The main challenge historically has been that there simply wasn’t enough NB-IoT coverage. As of 2021, 120 operators have deployed or commercially launched NB-IoT networks. However, as recently as January 2019, this number was just 78. This was a problem for enterprises looking to domestically deploy devices that rely on NB-IoT. But it was an even bigger problem for those looking to use it in use cases where their devices would have to cross international borders. Fortunately, with operators rapidly rolling out greater NB-IoT coverage, enterprises can now access the infrastructure they need to make their NB-IoT deployments work.
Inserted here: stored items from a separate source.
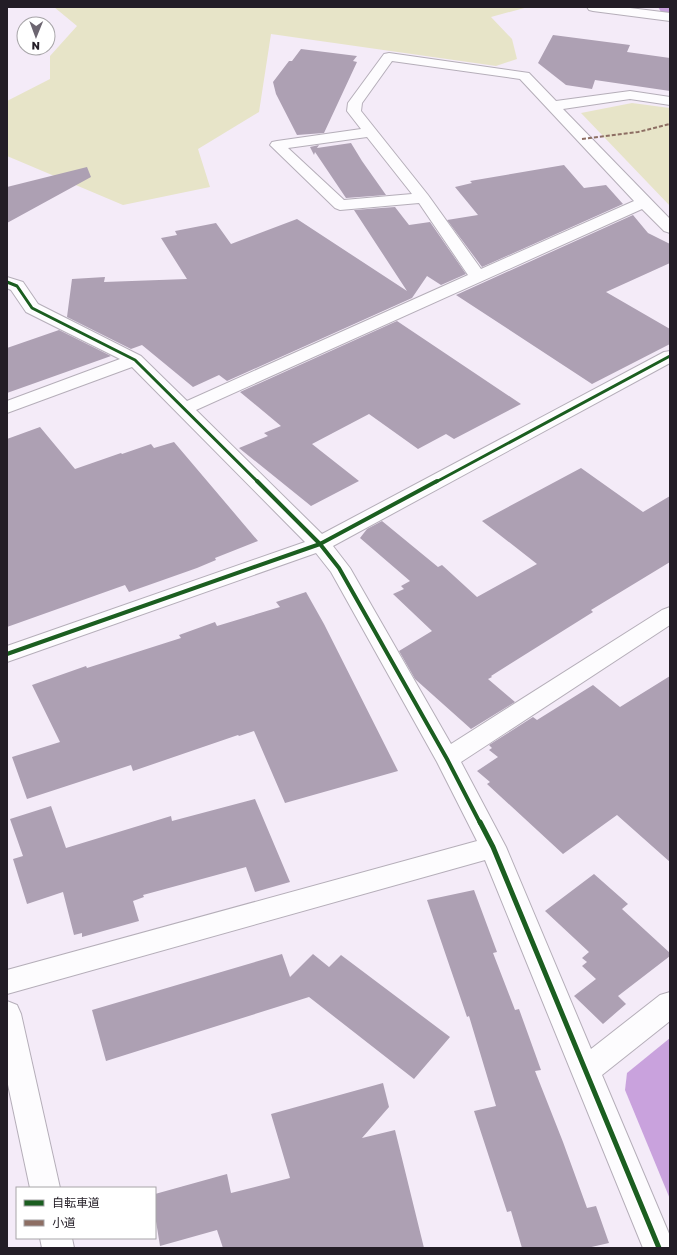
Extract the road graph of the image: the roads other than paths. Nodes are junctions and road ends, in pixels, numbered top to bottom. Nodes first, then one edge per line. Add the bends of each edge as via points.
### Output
1 (593, 7) edge
2 (670, 17) edge
3 (670, 101) edge
4 (552, 106) junction
5 (370, 132) junction
6 (423, 198) junction
7 (644, 202) junction
8 (670, 228) edge
9 (477, 276) junction
10 (7, 282) edge
11 (670, 356) edge
12 (135, 360) junction
13 (7, 407) edge
14 (184, 409) junction
15 (320, 544) junction
16 (670, 615) edge
17 (7, 654) edge
18 (447, 759) junction
19 (493, 847) junction
20 (7, 982) edge
21 (670, 1004) edge
22 (7, 1014) edge
23 (586, 1070) junction
24 (45, 1187) edge
25 (659, 1248) edge

1 - 2 street
3 - 4 street via 630,95
4 - 5 street via 524,76 389,57 355,103 354,111
4 - 7 street
5 - 6 street
5 - 6 street via 277,145 340,205
6 - 9 street
7 - 8 street
7 - 9 street
9 - 14 street
10 - 12 street via 17,286 32,308
11 - 15 street
12 - 13 street
12 - 14 street
14 - 15 street
15 - 17 street
15 - 18 street via 339,568
16 - 18 street
18 - 19 street
19 - 20 street
19 - 23 street
21 - 23 street
22 - 24 street
23 - 25 street

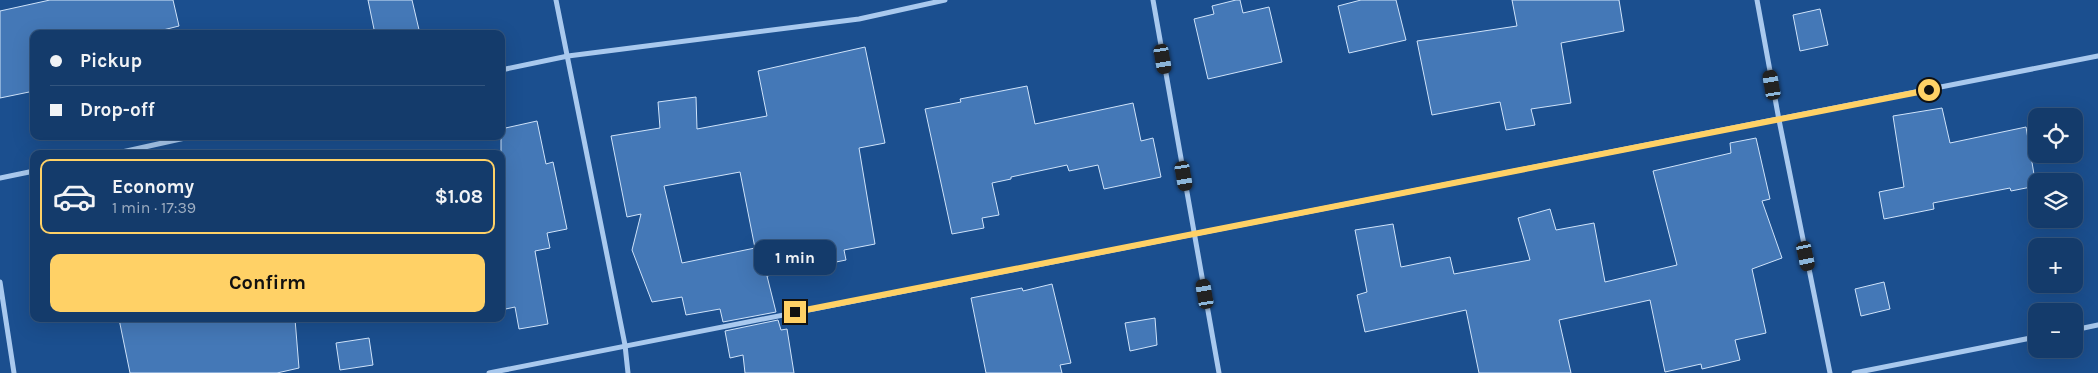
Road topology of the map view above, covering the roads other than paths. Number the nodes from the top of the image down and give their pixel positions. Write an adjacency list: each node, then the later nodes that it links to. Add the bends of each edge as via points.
1 (556, 0): 5 (street)
2 (945, 0): 5 (street, via 859,19)
3 (1153, 0): 13 (street)
4 (1757, 0): 8 (street)
5 (568, 56): 7 (street); 18 (street)
6 (2098, 56): 8 (street)
7 (505, 69)
8 (1779, 120): 13 (street); 23 (street)
9 (176, 140): 10 (street)
10 (131, 150)
11 (30, 172): 12 (street)
12 (0, 178)
13 (1194, 235): 18 (street); 22 (street)
14 (0, 282): 19 (street)
15 (2098, 325): 16 (street)
16 (2083, 328)
17 (2028, 339): 24 (street)
18 (624, 346): 20 (street); 21 (street)
19 (14, 373)
20 (489, 373)
21 (628, 373)
22 (1219, 373)
23 (1830, 373)
24 (1854, 373)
The other major issue has been the challenge of network interoperability, airtime billing, and roaming. Simply, operators didn’t know how to charge enterprises for their NB-IoT connectivity and how this should be adjusted when these devices move between networks. This, however, has also been resolved. Like cellular roaming, NB-IoT has become better standardized and the business model has changed accordingly. Operators can now offer more flexible pricing models to accommodate enterprises, and roaming revenues are more fairly split between visiting and home operators.
NB-IoT needs to be simple
While most of the challenges surrounding NB-IoT have been resolved, there are still some obstacles for enterprises to overcome. Mainly – they want their deployments to be simple. Even with a better-defined roaming framework, international use cases are not always straightforward. For instance, once devices are deployed across the world, businesses need a way to manage and control their devices wherever they are located through a single pane of glass. A global business will require, across all geographies, to consistently configure the mobile services, deploy a coherent business model, and provide a high level of support to their customers.
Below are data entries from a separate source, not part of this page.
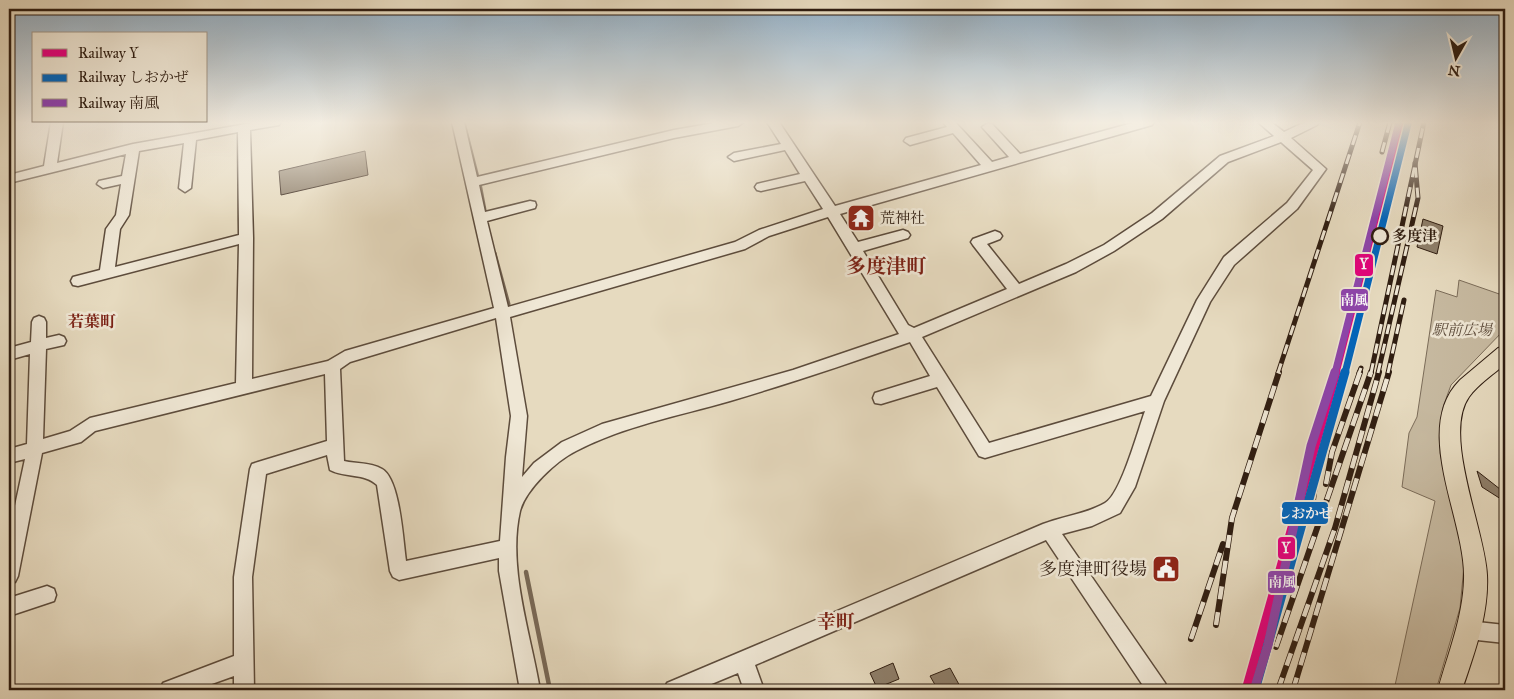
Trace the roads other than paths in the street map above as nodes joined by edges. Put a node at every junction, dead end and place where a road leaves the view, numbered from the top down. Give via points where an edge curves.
1 (52, 155) edge
2 (106, 155) edge
3 (132, 155) edge
4 (188, 155) edge
5 (244, 155) edge
6 (466, 155) edge
7 (579, 155) edge
8 (746, 155) edge
9 (794, 155) edge
10 (979, 155) edge
11 (1014, 155) edge
12 (1033, 155) edge
13 (1236, 155) edge
14 (1304, 155) edge
15 (734, 157) dead end
16 (1018, 159) junction
17 (990, 167) junction
18 (50, 168) junction
19 (808, 176) junction
20 (9, 179) edge
21 (127, 179) junction
22 (472, 182) junction
23 (103, 184) dead end
24 (761, 187) dead end
25 (185, 188) dead end
26 (530, 205) dead end
27 (831, 212) junction
28 (484, 217) junction
29 (903, 236) dead end
30 (995, 236) dead end
31 (246, 238) junction
32 (855, 248) junction
33 (107, 273) junction
34 (78, 281) dead end
35 (1016, 291) junction
36 (502, 312) junction
37 (40, 322) dead end
38 (913, 335) junction
39 (59, 341) dead end
40 (39, 345) junction
41 (9, 354) edge
42 (1505, 354) edge
43 (332, 366) junction
44 (941, 379) junction
45 (244, 387) junction
46 (881, 398) dead end
47 (1156, 401) junction
48 (335, 446) junction
49 (35, 448) junction
50 (9, 456) edge
51 (514, 465) junction
52 (536, 472) junction
53 (512, 509) junction
54 (1049, 530) junction
55 (12, 545) edge
56 (508, 548) junction
57 (9, 576) edge
58 (47, 595) dead end
59 (9, 606) edge
60 (1468, 630) junction
61 (1505, 634) edge
62 (743, 660) junction
63 (244, 662) junction
64 (170, 690) edge
65 (244, 690) edge
66 (530, 690) edge
67 (674, 690) edge
68 (754, 690) edge
69 (1158, 690) edge
70 (1450, 690) edge

1 - 18 street
2 - 18 street
3 - 21 street
4 - 25 street
5 - 31 street
6 - 22 street
7 - 22 street
8 - 15 street
9 - 19 street
10 - 17 street
11 - 16 street
12 - 16 street
13 - 35 street via 1224,159 1158,216 1109,248
14 - 47 street via 1320,169 1292,206 1229,261 1204,300
16 - 17 street
17 - 27 street
18 - 20 street
19 - 24 street
19 - 27 street
21 - 23 street
21 - 33 street via 122,215 113,229
22 - 28 street
26 - 28 street
27 - 32 street
27 - 36 street via 772,230 730,248
28 - 36 street
29 - 32 street
30 - 35 street via 978,242
31 - 33 street
31 - 45 street
32 - 38 street via 903,329
33 - 34 street
35 - 38 street
36 - 43 street via 346,357
36 - 51 street via 519,416
37 - 40 street
38 - 44 street
38 - 52 street via 794,376 608,430 568,447
39 - 40 street
40 - 41 street
40 - 49 street
42 - 60 main road via 1462,392 1449,425 1450,448 1475,560 1476,592
43 - 45 street
43 - 48 street
44 - 46 street
44 - 47 street via 985,450
45 - 49 street via 90,425 75,437
47 - 54 street via 1127,487 1114,507 1092,518
48 - 56 street via 336,466 380,476 386,488 399,571
48 - 63 street via 258,469 243,577
49 - 50 street
49 - 55 street
51 - 52 street via 523,477
51 - 53 street
52 - 53 street
53 - 56 street
54 - 62 street
54 - 69 street
55 - 57 street
56 - 66 street via 508,571
58 - 59 street
60 - 61 street
60 - 70 main road
62 - 67 street
62 - 68 street
63 - 64 street
63 - 65 street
This is where global communications enablers are playing a role. With their own global NB-IoT network and extensive operator relationships, they can support enterprises in launching their global IoT deployments by providing easy access, everywhere, to the NB-IoT ecosystem. They are a one-stop shop for enterprises’ NB-IoT needs. With a global communications enabler, they don’t need a local partner in every country. They don’t need to do local integrations. And they don’t need to have individual commercial agreements with every operator.
The same is true of managing these deployments. If you’re an enterprise with an NB-IoT fleet with thousands or millions of devices, you need advanced tools to control your connected business across all its countries. You need to manage the lifecycle of your devices along the entire production and deployment journey, you need to control your cost everywhere and turn it into a profitable business model, you need visibility and control on the quality you deliver to your customers everywhere. A global communications enabler becomes your global business enabler.
The NB-IoT opportunity
A lot of effort has gone into making NB-IoT work. In 2021, everything from the networks to the operator agreements and billing has been put in place. Now is the time for enterprises to take their NB-IoT devices and deploy them in global markets. It has taken time, but now is the perfect time for businesses to make the most of the NB-IoT opportunity.